BEGIN Data for this exercise

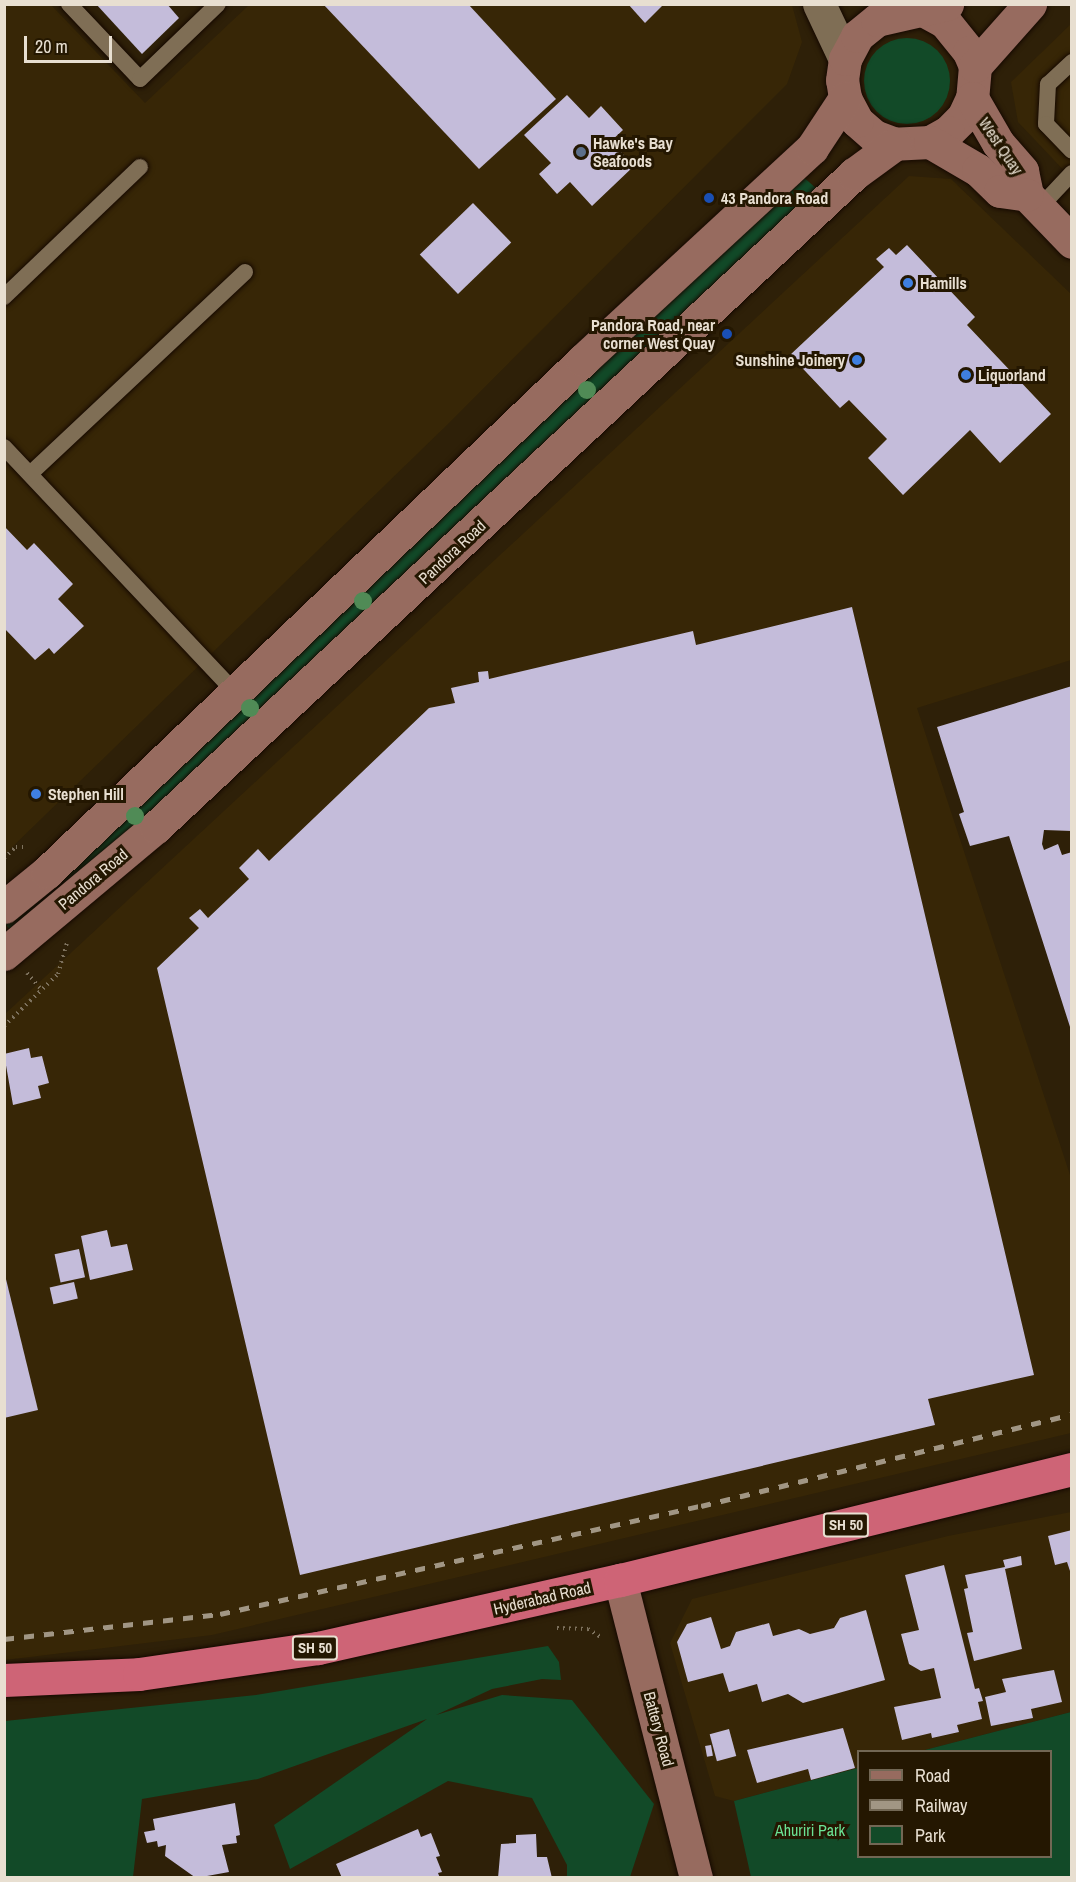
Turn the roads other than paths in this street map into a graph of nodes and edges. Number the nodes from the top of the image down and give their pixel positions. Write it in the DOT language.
graph roads {
  1 [pos="69,4"];
  2 [pos="218,4"];
  3 [pos="819,4"];
  4 [pos="1030,4"];
  5 [pos="913,8"];
  6 [pos="845,59"];
  7 [pos="1071,62"];
  8 [pos="975,66"];
  9 [pos="845,98"];
  10 [pos="972,98"];
  11 [pos="930,142"];
  12 [pos="895,144"];
  13 [pos="1071,151"];
  14 [pos="140,167"];
  15 [pos="1071,173"];
  16 [pos="1033,201"];
  17 [pos="1071,242"];
  18 [pos="245,272"];
  19 [pos="4,297"];
  20 [pos="4,447"];
  21 [pos="30,474"];
  22 [pos="235,692"];
  23 [pos="4,907"];
  24 [pos="4,954"];
  25 [pos="1071,1469"];
  26 [pos="620,1580"];
  27 [pos="4,1680"];
  28 [pos="690,1874"];
  1 -- 2 [label="lane"];
  3 -- 6 [label="street"];
  4 -- 8 [label="main road"];
  5 -- 6 [label="main road"];
  5 -- 8 [label="main road"];
  6 -- 9 [label="main road"];
  7 -- 13 [label="lane"];
  8 -- 10 [label="main road"];
  9 -- 12 [label="main road"];
  9 -- 22 [label="main road"];
  10 -- 11 [label="main road"];
  10 -- 16 [label="main road, West Quay"];
  11 -- 12 [label="main road"];
  11 -- 16 [label="main road, West Quay"];
  12 -- 24 [label="main road, Pandora Road"];
  14 -- 19 [label="lane"];
  15 -- 16 [label="lane"];
  16 -- 17 [label="main road, West Quay"];
  18 -- 21 [label="lane"];
  20 -- 21 [label="lane"];
  21 -- 22 [label="lane"];
  22 -- 23 [label="main road"];
  25 -- 26 [label="highway, Hyderabad Road / SH 50"];
  26 -- 27 [label="highway, Hyderabad Road / SH 50"];
  26 -- 28 [label="main road, Battery Road"];
}
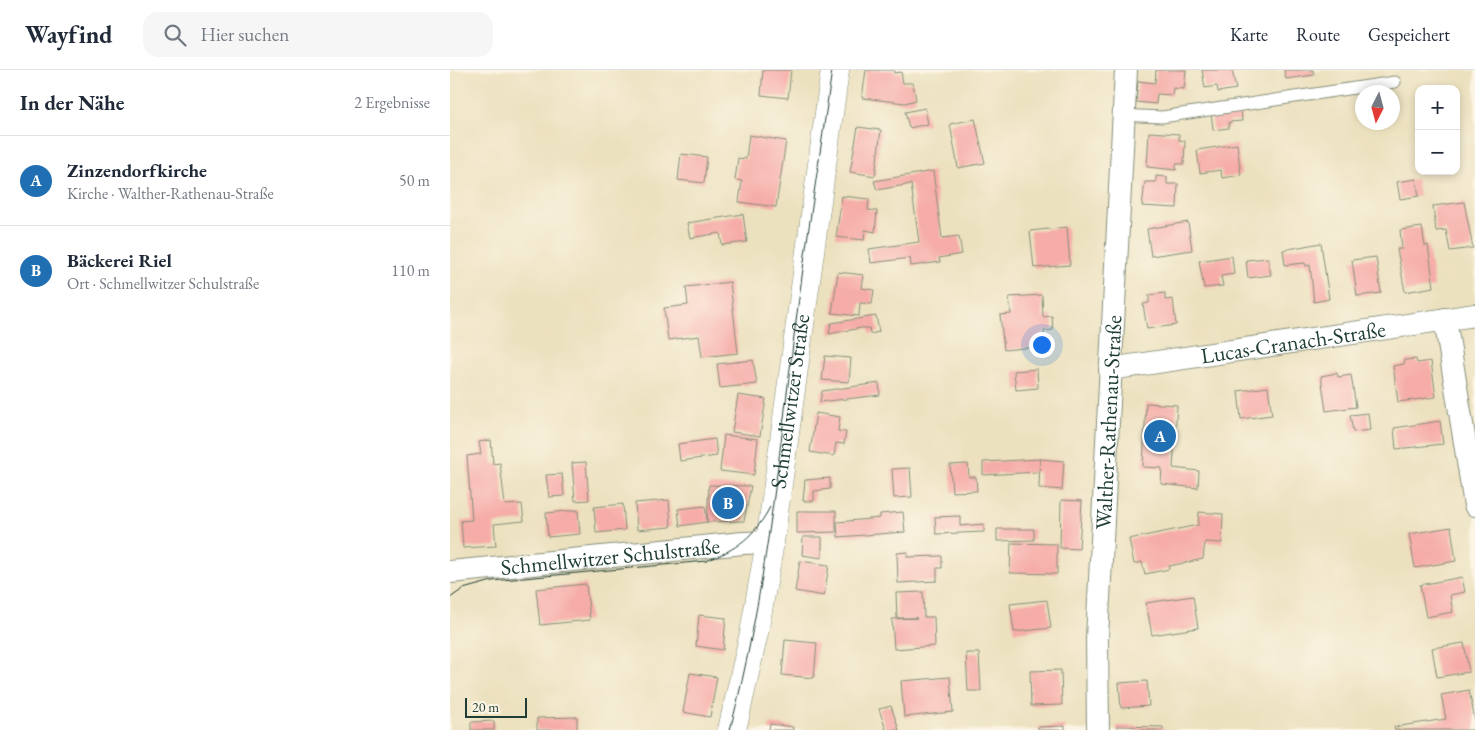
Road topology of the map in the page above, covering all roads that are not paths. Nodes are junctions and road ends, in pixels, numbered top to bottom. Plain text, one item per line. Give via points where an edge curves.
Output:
1 (835, 70) edge
2 (1126, 70) edge
3 (1395, 82) dead end
4 (1120, 115) junction
5 (1475, 315) edge
6 (1445, 319) junction
7 (1110, 369) junction
8 (1475, 505) edge
9 (770, 542) junction
10 (450, 572) edge
11 (732, 730) edge
12 (1098, 730) edge

1 - 9 street, Schmellwitzer Straße
2 - 4 street, Walther-Rathenau-Straße
3 - 4 lane via 1162,117
4 - 7 street, Walther-Rathenau-Straße
5 - 6 street, Lucas-Cranach-Straße
6 - 7 street, Lucas-Cranach-Straße
6 - 8 street
7 - 12 street, Walther-Rathenau-Straße via 1097,638
9 - 10 street, Schmellwitzer Schulstraße
9 - 11 street, Schmellwitzer Straße

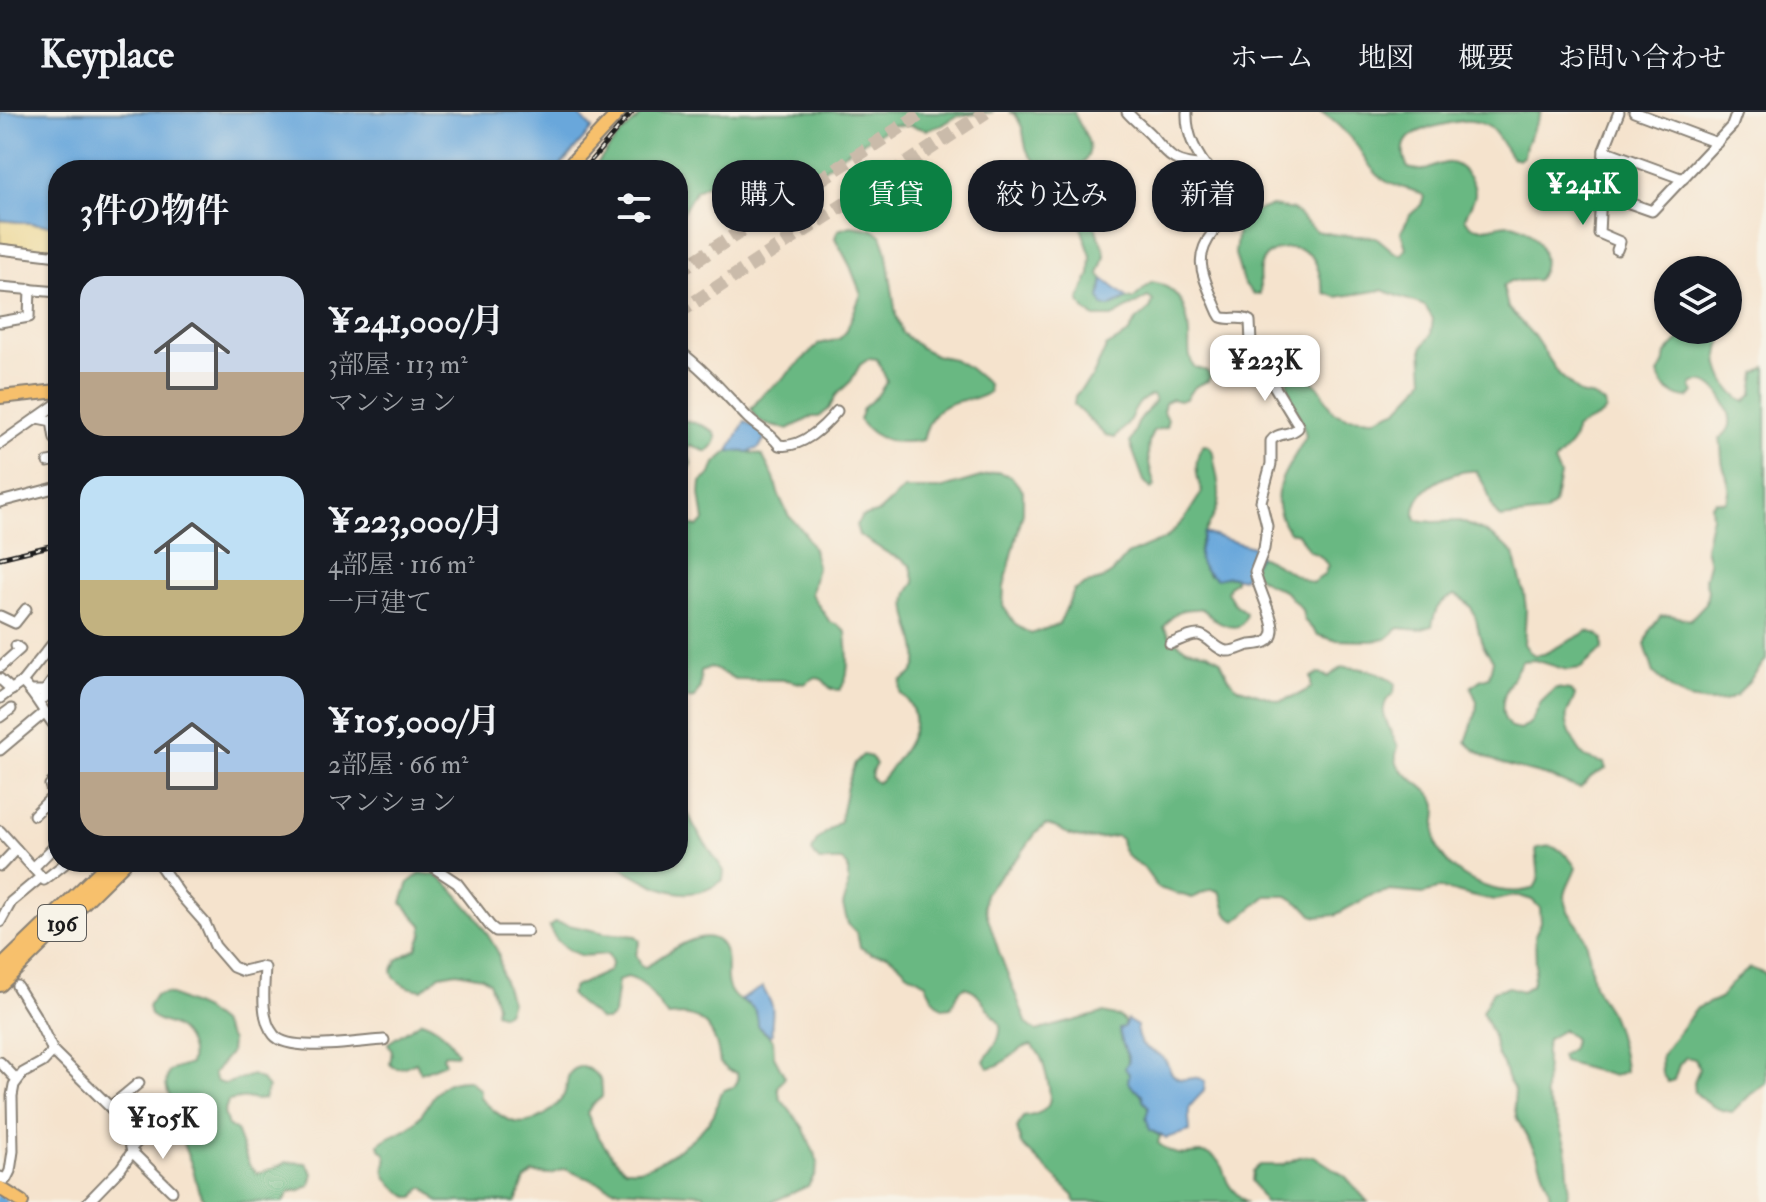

END Data for this exercise

**Work required**
Repeat each entry above word for word, leaving every picture out.

**Result for this exercise**
Turn the roads other than paths in this street map into a graph of nodes and edges. Number the nodes from the top of the image down and give their pixel positions. Write it in the DOT language.
graph roads {
  1 [pos="69,4"];
  2 [pos="218,4"];
  3 [pos="819,4"];
  4 [pos="1030,4"];
  5 [pos="913,8"];
  6 [pos="845,59"];
  7 [pos="1071,62"];
  8 [pos="975,66"];
  9 [pos="845,98"];
  10 [pos="972,98"];
  11 [pos="930,142"];
  12 [pos="895,144"];
  13 [pos="1071,151"];
  14 [pos="140,167"];
  15 [pos="1071,173"];
  16 [pos="1033,201"];
  17 [pos="1071,242"];
  18 [pos="245,272"];
  19 [pos="4,297"];
  20 [pos="4,447"];
  21 [pos="30,474"];
  22 [pos="235,692"];
  23 [pos="4,907"];
  24 [pos="4,954"];
  25 [pos="1071,1469"];
  26 [pos="620,1580"];
  27 [pos="4,1680"];
  28 [pos="690,1874"];
  1 -- 2 [label="lane"];
  3 -- 6 [label="street"];
  4 -- 8 [label="main road"];
  5 -- 6 [label="main road"];
  5 -- 8 [label="main road"];
  6 -- 9 [label="main road"];
  7 -- 13 [label="lane"];
  8 -- 10 [label="main road"];
  9 -- 12 [label="main road"];
  9 -- 22 [label="main road"];
  10 -- 11 [label="main road"];
  10 -- 16 [label="main road, West Quay"];
  11 -- 12 [label="main road"];
  11 -- 16 [label="main road, West Quay"];
  12 -- 24 [label="main road, Pandora Road"];
  14 -- 19 [label="lane"];
  15 -- 16 [label="lane"];
  16 -- 17 [label="main road, West Quay"];
  18 -- 21 [label="lane"];
  20 -- 21 [label="lane"];
  21 -- 22 [label="lane"];
  22 -- 23 [label="main road"];
  25 -- 26 [label="highway, Hyderabad Road / SH 50"];
  26 -- 27 [label="highway, Hyderabad Road / SH 50"];
  26 -- 28 [label="main road, Battery Road"];
}
Road topology of the map in the page above, covering all roads that are not paths. Nodes are junctions and road ends, in pixels, numbered top to bottom. Plain text, one item per line. Give via points where an edge curves.
Output:
1 (835, 70) edge
2 (1126, 70) edge
3 (1395, 82) dead end
4 (1120, 115) junction
5 (1475, 315) edge
6 (1445, 319) junction
7 (1110, 369) junction
8 (1475, 505) edge
9 (770, 542) junction
10 (450, 572) edge
11 (732, 730) edge
12 (1098, 730) edge

1 - 9 street, Schmellwitzer Straße
2 - 4 street, Walther-Rathenau-Straße
3 - 4 lane via 1162,117
4 - 7 street, Walther-Rathenau-Straße
5 - 6 street, Lucas-Cranach-Straße
6 - 7 street, Lucas-Cranach-Straße
6 - 8 street
7 - 12 street, Walther-Rathenau-Straße via 1097,638
9 - 10 street, Schmellwitzer Schulstraße
9 - 11 street, Schmellwitzer Straße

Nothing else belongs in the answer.